** EXERCISE DIRECTIONS **
The answer is a number and only a number: how many lines of the data include the string "edges"?

*** Begin section ***

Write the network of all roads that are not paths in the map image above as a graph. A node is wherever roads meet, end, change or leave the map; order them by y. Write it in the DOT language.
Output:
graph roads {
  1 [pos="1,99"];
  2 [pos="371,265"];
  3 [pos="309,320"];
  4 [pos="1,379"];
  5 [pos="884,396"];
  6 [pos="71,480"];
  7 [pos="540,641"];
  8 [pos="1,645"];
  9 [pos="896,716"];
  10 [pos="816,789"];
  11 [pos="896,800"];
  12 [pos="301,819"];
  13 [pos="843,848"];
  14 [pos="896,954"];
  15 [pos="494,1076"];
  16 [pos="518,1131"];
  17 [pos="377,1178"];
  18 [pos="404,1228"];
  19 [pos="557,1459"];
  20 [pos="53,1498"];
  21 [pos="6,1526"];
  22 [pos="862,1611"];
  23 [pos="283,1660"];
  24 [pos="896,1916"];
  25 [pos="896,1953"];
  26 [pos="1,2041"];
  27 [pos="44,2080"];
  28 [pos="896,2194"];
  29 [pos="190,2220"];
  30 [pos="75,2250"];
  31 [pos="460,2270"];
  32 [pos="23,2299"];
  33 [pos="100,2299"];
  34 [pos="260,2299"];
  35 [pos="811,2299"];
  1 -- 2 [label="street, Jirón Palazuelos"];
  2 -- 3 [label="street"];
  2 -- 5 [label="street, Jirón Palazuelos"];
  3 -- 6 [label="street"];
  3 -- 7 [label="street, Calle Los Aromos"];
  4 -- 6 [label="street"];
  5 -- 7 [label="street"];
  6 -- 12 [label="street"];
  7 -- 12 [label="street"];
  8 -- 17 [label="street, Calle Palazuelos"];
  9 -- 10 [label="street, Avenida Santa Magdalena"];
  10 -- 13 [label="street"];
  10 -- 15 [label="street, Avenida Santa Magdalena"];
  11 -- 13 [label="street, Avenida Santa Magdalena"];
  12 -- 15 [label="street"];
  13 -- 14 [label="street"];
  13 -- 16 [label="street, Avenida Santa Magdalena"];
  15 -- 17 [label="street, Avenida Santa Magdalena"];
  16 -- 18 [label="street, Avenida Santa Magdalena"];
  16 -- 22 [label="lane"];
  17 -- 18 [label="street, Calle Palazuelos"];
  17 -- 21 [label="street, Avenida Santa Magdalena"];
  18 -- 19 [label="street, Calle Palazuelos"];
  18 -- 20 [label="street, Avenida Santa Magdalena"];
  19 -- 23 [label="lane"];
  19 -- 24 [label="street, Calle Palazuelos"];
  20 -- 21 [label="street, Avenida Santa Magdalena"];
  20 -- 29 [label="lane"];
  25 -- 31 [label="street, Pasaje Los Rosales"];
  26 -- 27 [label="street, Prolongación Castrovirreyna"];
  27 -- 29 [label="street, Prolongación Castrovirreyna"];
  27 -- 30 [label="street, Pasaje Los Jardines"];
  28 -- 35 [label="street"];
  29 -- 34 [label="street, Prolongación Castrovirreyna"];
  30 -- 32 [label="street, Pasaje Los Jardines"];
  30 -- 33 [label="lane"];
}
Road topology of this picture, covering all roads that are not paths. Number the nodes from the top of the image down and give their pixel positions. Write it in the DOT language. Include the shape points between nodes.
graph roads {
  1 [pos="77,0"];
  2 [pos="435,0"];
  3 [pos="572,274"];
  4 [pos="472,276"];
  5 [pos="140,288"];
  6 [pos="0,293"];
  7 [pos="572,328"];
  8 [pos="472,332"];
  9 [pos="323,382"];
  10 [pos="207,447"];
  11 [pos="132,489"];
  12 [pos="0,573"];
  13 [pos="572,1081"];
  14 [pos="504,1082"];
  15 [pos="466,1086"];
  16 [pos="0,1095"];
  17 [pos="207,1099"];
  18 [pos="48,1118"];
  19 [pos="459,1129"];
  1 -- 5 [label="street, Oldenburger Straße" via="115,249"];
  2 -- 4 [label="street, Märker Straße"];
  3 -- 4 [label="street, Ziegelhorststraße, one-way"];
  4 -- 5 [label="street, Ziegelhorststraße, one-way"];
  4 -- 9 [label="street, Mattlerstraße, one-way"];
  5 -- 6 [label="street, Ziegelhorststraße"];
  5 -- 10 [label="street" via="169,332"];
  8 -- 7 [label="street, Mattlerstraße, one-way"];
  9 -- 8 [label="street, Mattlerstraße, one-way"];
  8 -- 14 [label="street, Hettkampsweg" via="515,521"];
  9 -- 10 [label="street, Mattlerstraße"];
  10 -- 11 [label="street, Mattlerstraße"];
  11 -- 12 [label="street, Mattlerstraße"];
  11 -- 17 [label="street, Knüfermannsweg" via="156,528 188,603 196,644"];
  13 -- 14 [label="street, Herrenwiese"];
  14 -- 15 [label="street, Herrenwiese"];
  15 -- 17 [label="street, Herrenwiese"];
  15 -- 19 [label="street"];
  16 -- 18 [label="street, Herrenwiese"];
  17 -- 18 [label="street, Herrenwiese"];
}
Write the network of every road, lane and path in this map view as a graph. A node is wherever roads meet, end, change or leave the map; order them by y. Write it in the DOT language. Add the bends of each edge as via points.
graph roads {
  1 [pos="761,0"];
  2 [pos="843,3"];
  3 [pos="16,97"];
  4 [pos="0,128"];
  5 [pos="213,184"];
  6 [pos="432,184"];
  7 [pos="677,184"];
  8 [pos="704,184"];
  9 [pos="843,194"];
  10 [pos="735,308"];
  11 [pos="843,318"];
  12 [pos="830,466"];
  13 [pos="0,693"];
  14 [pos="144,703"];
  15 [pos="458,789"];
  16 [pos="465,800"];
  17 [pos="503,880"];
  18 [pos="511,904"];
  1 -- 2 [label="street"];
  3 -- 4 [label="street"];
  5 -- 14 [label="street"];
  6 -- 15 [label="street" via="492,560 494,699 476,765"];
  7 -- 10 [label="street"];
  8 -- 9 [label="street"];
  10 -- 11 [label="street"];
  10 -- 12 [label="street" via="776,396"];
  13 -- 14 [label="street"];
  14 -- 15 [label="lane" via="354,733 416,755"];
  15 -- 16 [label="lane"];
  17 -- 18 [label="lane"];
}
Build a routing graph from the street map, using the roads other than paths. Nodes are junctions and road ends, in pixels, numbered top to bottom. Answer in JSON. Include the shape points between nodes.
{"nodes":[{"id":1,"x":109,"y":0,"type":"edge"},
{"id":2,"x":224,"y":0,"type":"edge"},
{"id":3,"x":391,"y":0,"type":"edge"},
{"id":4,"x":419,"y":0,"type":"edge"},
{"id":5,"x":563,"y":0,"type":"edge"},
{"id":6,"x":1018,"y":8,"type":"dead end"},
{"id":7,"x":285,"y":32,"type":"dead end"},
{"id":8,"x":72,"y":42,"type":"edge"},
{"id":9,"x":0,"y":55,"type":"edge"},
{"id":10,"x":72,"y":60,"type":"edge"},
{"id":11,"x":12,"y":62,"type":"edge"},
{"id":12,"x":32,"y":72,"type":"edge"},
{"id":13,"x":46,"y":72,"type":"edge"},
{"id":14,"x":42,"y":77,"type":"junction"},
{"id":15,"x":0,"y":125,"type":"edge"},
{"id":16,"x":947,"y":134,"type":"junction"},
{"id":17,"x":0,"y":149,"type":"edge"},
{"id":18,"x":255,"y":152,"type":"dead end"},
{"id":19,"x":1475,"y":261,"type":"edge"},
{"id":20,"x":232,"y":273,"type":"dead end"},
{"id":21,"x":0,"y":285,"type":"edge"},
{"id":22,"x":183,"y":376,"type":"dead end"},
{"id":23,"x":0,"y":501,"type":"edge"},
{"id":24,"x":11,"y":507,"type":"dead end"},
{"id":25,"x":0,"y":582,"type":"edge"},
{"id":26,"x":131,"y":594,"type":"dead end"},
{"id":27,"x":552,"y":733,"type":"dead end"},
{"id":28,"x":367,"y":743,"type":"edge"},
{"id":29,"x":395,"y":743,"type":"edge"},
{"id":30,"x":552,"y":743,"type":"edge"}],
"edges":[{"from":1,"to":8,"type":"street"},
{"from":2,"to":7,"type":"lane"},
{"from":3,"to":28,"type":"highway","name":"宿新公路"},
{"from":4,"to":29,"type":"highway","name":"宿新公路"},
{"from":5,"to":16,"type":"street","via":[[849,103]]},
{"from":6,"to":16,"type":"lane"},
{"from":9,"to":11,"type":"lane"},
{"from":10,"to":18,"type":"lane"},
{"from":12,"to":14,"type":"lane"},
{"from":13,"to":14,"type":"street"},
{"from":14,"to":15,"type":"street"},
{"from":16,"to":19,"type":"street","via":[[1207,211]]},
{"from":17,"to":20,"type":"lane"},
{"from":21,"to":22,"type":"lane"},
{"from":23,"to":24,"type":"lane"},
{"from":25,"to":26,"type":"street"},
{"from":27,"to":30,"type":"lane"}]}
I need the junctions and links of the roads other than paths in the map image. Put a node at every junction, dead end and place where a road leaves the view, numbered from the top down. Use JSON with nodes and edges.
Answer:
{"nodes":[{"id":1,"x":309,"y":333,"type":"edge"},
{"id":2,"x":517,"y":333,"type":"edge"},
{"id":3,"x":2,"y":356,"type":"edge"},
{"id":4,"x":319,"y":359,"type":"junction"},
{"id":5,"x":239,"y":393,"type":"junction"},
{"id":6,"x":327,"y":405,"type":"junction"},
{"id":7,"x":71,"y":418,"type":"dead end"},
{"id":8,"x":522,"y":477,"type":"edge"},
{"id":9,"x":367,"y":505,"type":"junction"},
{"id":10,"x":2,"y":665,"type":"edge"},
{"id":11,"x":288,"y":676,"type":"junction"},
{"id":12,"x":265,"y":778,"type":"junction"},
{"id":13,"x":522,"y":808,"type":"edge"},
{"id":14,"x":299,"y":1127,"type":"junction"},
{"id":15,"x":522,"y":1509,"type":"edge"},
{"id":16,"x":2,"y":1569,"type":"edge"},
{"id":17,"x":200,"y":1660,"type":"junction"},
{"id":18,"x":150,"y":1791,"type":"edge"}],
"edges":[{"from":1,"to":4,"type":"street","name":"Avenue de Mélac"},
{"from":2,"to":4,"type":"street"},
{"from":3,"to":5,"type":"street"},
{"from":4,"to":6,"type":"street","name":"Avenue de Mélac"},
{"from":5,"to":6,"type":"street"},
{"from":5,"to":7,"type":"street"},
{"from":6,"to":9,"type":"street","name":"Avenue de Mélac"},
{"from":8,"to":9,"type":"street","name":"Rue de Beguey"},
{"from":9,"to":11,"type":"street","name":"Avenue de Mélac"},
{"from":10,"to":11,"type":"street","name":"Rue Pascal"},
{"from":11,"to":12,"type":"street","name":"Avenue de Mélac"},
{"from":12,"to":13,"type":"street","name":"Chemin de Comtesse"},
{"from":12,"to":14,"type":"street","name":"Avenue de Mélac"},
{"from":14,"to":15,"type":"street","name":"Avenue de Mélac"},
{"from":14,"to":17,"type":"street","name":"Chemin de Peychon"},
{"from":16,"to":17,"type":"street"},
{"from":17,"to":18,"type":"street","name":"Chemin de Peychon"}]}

*** End section ***

** SOLUTION **
3